Goal of the exercise:
The following entries should be restated word for word, pictures excluded.

Available data START

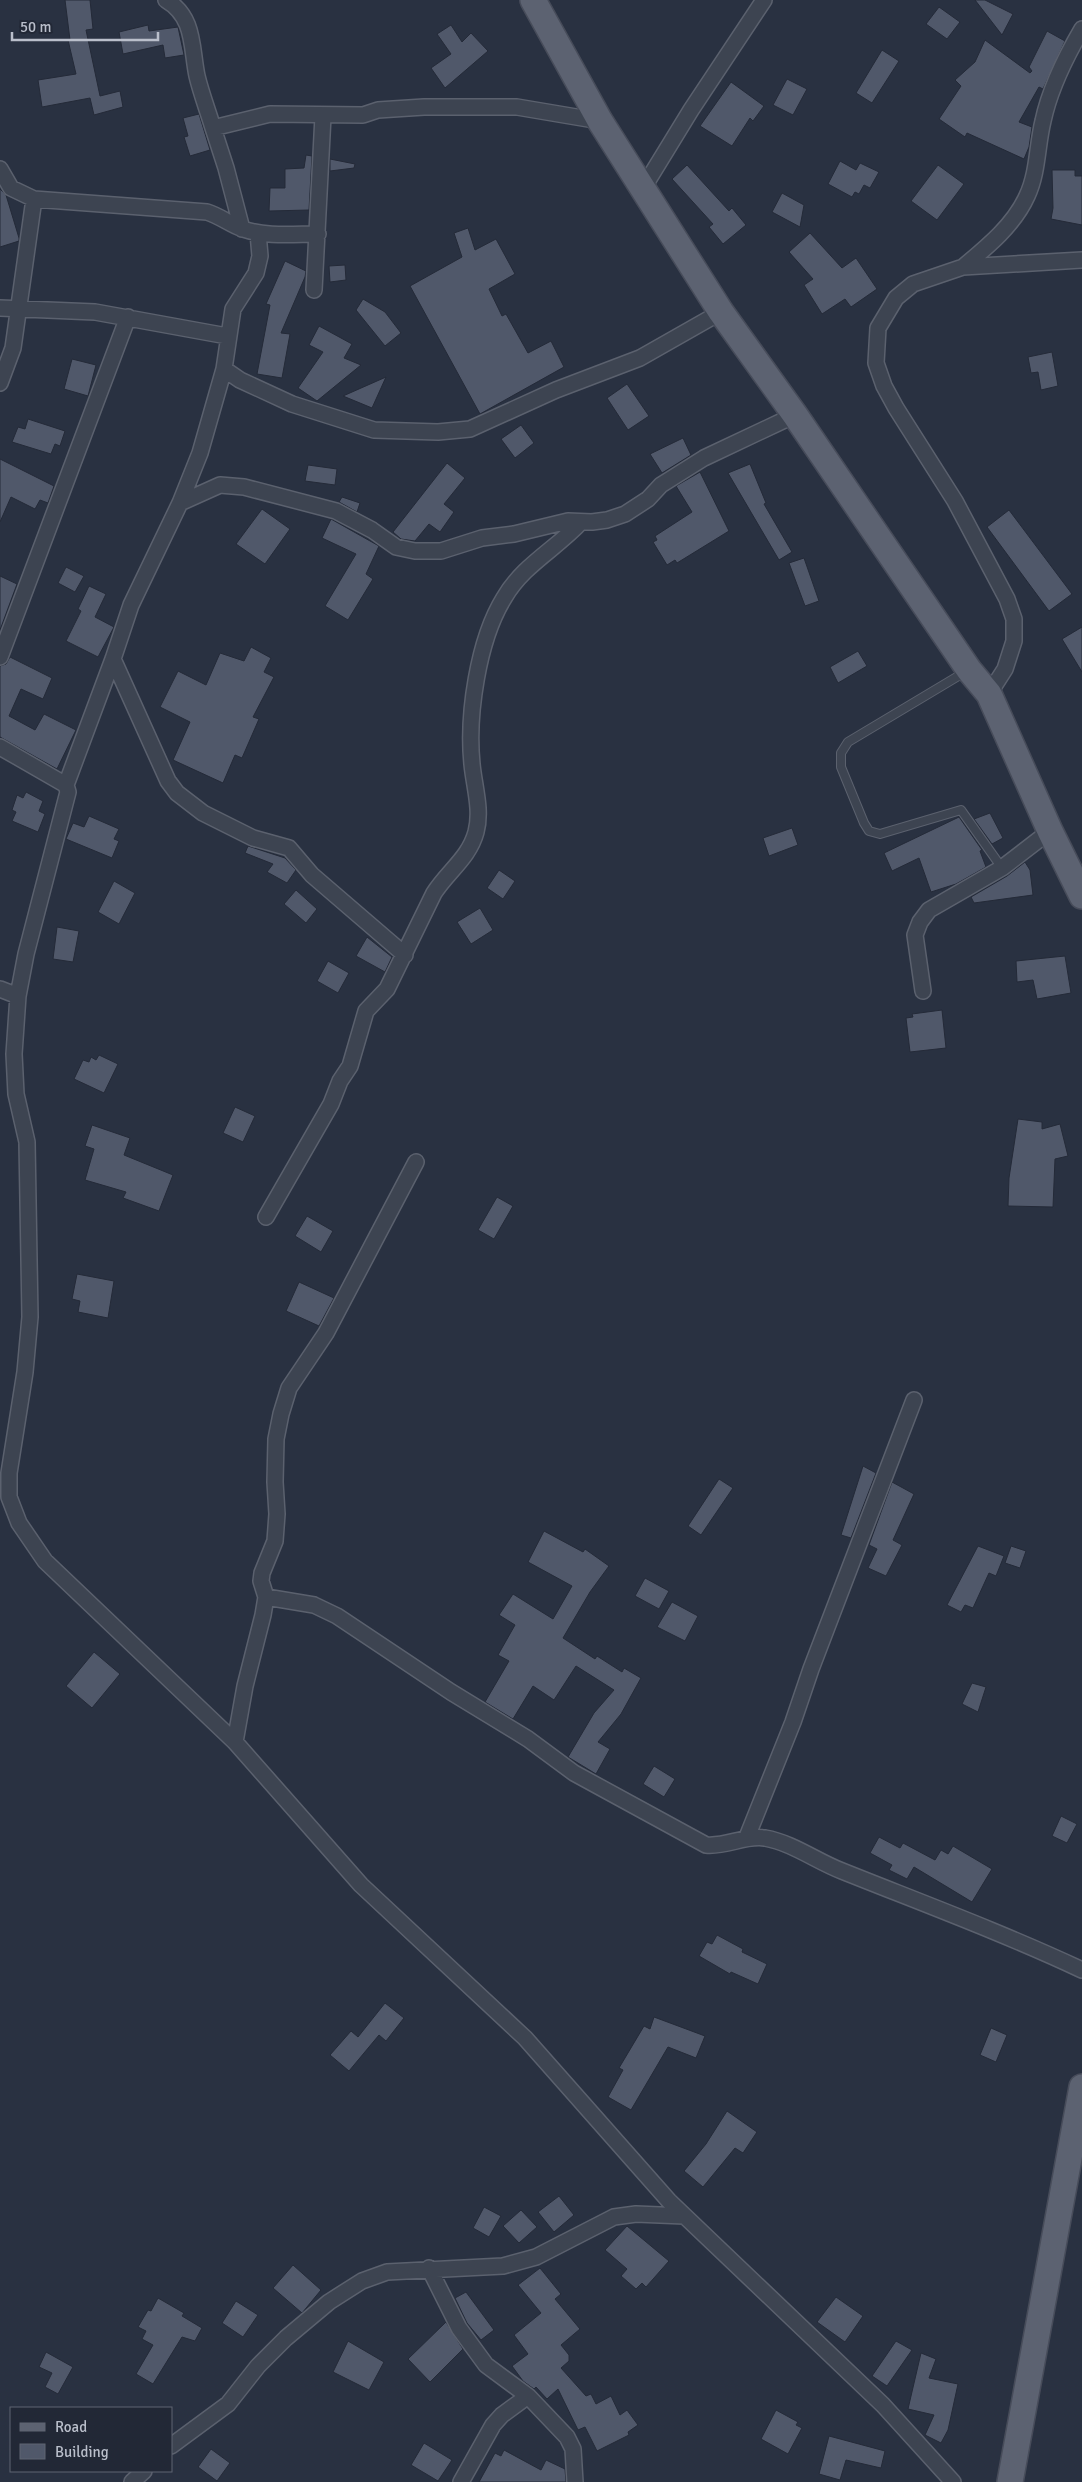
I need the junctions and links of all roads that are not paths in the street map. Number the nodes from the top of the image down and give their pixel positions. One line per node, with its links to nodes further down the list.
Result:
1 (166, 0): 7 (street)
2 (533, 0): 6 (main road)
3 (764, 0): 9 (street)
4 (1082, 29): 15 (street)
5 (323, 116): 6 (street); 7 (street); 13 (street)
6 (600, 121): 9 (main road)
7 (213, 128): 11 (street)
8 (0, 169): 10 (street)
9 (642, 190): 19 (main road)
10 (34, 199): 11 (street); 18 (street)
11 (242, 229): 12 (street)
12 (258, 233): 13 (street); 21 (street)
13 (318, 234): 16 (street)
14 (1082, 260): 15 (street)
15 (963, 267): 30 (street)
16 (314, 290)
17 (0, 308): 18 (street)
18 (20, 308): 20 (street); 23 (street)
19 (721, 312): 22 (street); 24 (main road)
20 (128, 317): 21 (street); 27 (street)
21 (227, 336): 22 (street)
22 (224, 369): 25 (street)
23 (0, 383)
24 (795, 415): 26 (street); 29 (main road)
25 (180, 503): 26 (street); 28 (street)
26 (581, 522): 36 (street)
27 (0, 657)
28 (113, 659): 32 (street); 36 (street)
29 (969, 670): 30 (main road); 34 (lane)
30 (989, 694): 33 (main road)
31 (0, 747): 32 (street)
32 (66, 785): 39 (street)
33 (1050, 831): 34 (street); 35 (main road)
34 (1002, 868): 38 (street)
35 (1079, 880)
36 (405, 955): 41 (street)
37 (0, 990): 39 (street)
38 (923, 991)
39 (18, 996): 44 (street)
40 (416, 1162): 43 (street)
41 (266, 1217)
42 (914, 1400): 45 (street)
43 (266, 1597): 44 (street); 45 (street)
44 (235, 1742): 48 (street)
45 (747, 1837): 46 (street)
46 (1082, 1970)
47 (1082, 2087): 57 (main road)
48 (684, 2216): 49 (street); 56 (street)
49 (429, 2268): 50 (street); 51 (street)
50 (528, 2396): 54 (street); 55 (street)
51 (172, 2445)
52 (143, 2472): 53 (street)
53 (132, 2482)
54 (462, 2482)
55 (576, 2482)
56 (953, 2482)
57 (1010, 2482)

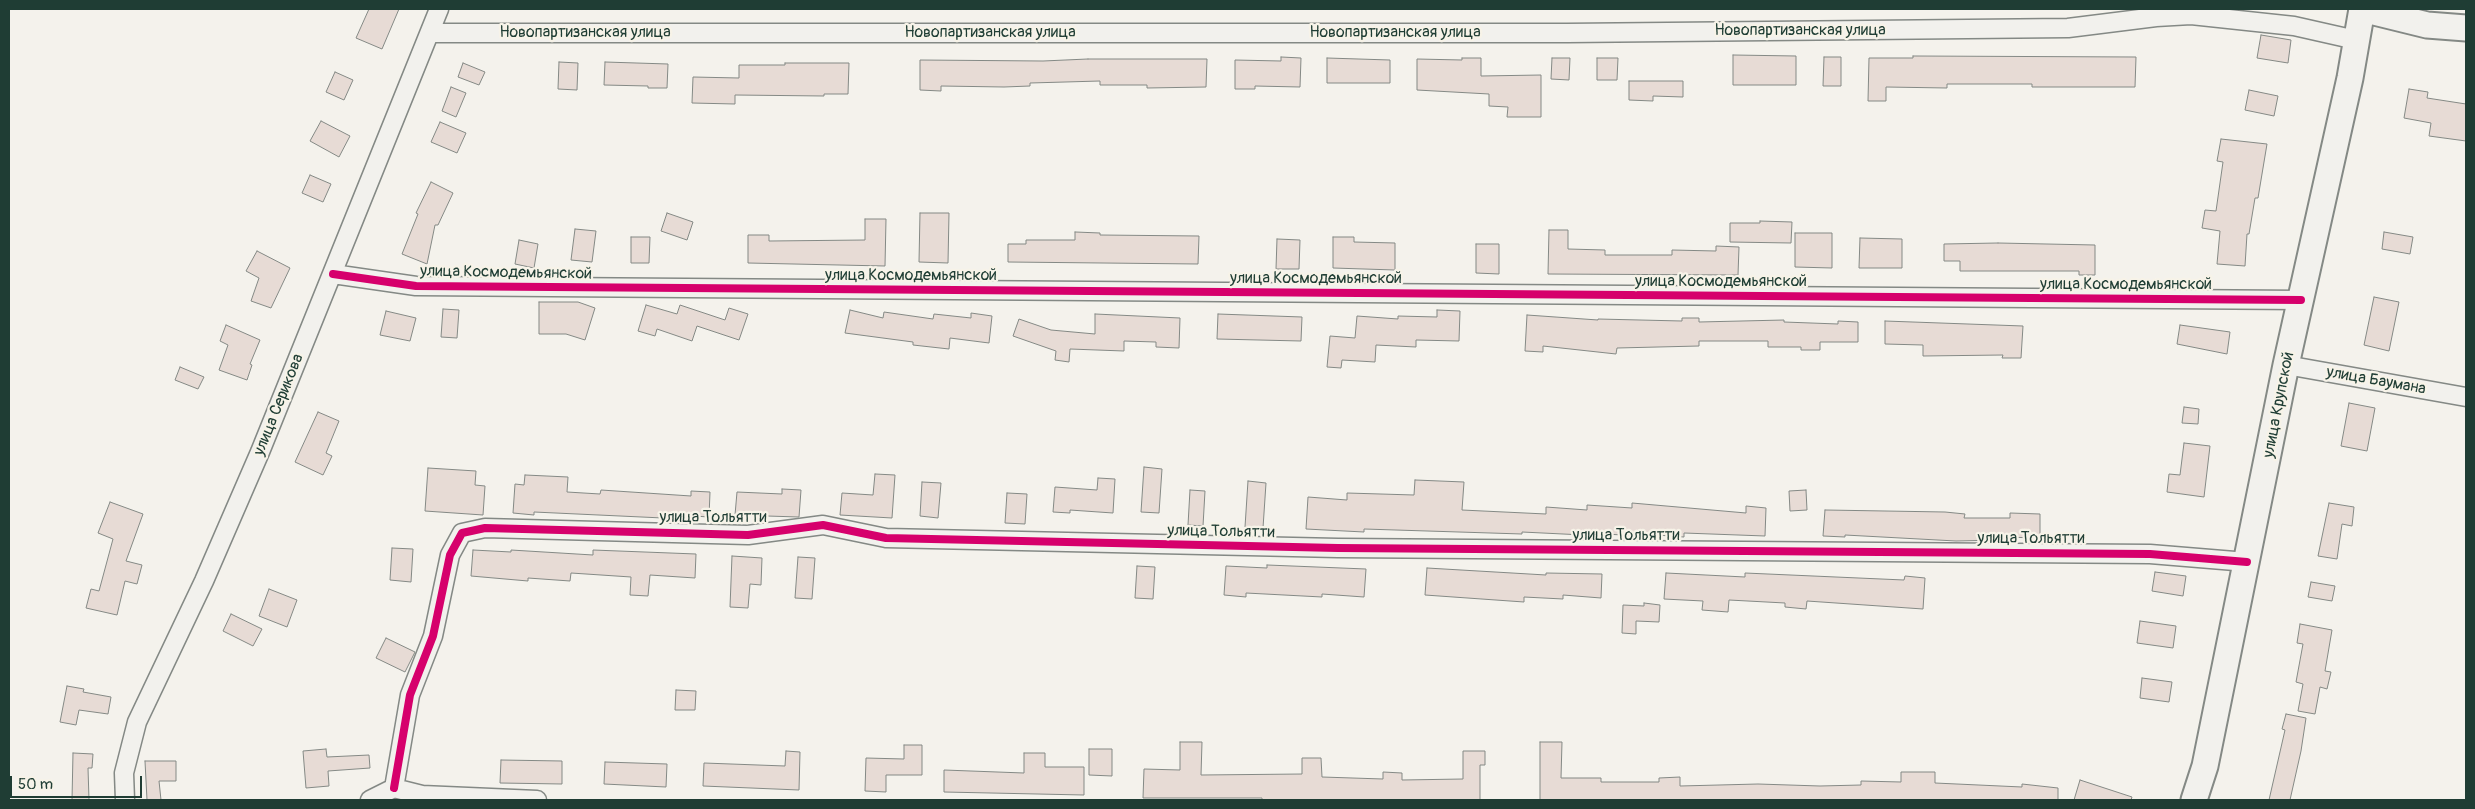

Available data END

Response to this task:
I need the junctions and links of all roads that are not paths in the street map. Number the nodes from the top of the image down and give their pixel positions. One line per node, with its links to nodes further down the list.
Result:
1 (166, 0): 7 (street)
2 (533, 0): 6 (main road)
3 (764, 0): 9 (street)
4 (1082, 29): 15 (street)
5 (323, 116): 6 (street); 7 (street); 13 (street)
6 (600, 121): 9 (main road)
7 (213, 128): 11 (street)
8 (0, 169): 10 (street)
9 (642, 190): 19 (main road)
10 (34, 199): 11 (street); 18 (street)
11 (242, 229): 12 (street)
12 (258, 233): 13 (street); 21 (street)
13 (318, 234): 16 (street)
14 (1082, 260): 15 (street)
15 (963, 267): 30 (street)
16 (314, 290)
17 (0, 308): 18 (street)
18 (20, 308): 20 (street); 23 (street)
19 (721, 312): 22 (street); 24 (main road)
20 (128, 317): 21 (street); 27 (street)
21 (227, 336): 22 (street)
22 (224, 369): 25 (street)
23 (0, 383)
24 (795, 415): 26 (street); 29 (main road)
25 (180, 503): 26 (street); 28 (street)
26 (581, 522): 36 (street)
27 (0, 657)
28 (113, 659): 32 (street); 36 (street)
29 (969, 670): 30 (main road); 34 (lane)
30 (989, 694): 33 (main road)
31 (0, 747): 32 (street)
32 (66, 785): 39 (street)
33 (1050, 831): 34 (street); 35 (main road)
34 (1002, 868): 38 (street)
35 (1079, 880)
36 (405, 955): 41 (street)
37 (0, 990): 39 (street)
38 (923, 991)
39 (18, 996): 44 (street)
40 (416, 1162): 43 (street)
41 (266, 1217)
42 (914, 1400): 45 (street)
43 (266, 1597): 44 (street); 45 (street)
44 (235, 1742): 48 (street)
45 (747, 1837): 46 (street)
46 (1082, 1970)
47 (1082, 2087): 57 (main road)
48 (684, 2216): 49 (street); 56 (street)
49 (429, 2268): 50 (street); 51 (street)
50 (528, 2396): 54 (street); 55 (street)
51 (172, 2445)
52 (143, 2472): 53 (street)
53 (132, 2482)
54 (462, 2482)
55 (576, 2482)
56 (953, 2482)
57 (1010, 2482)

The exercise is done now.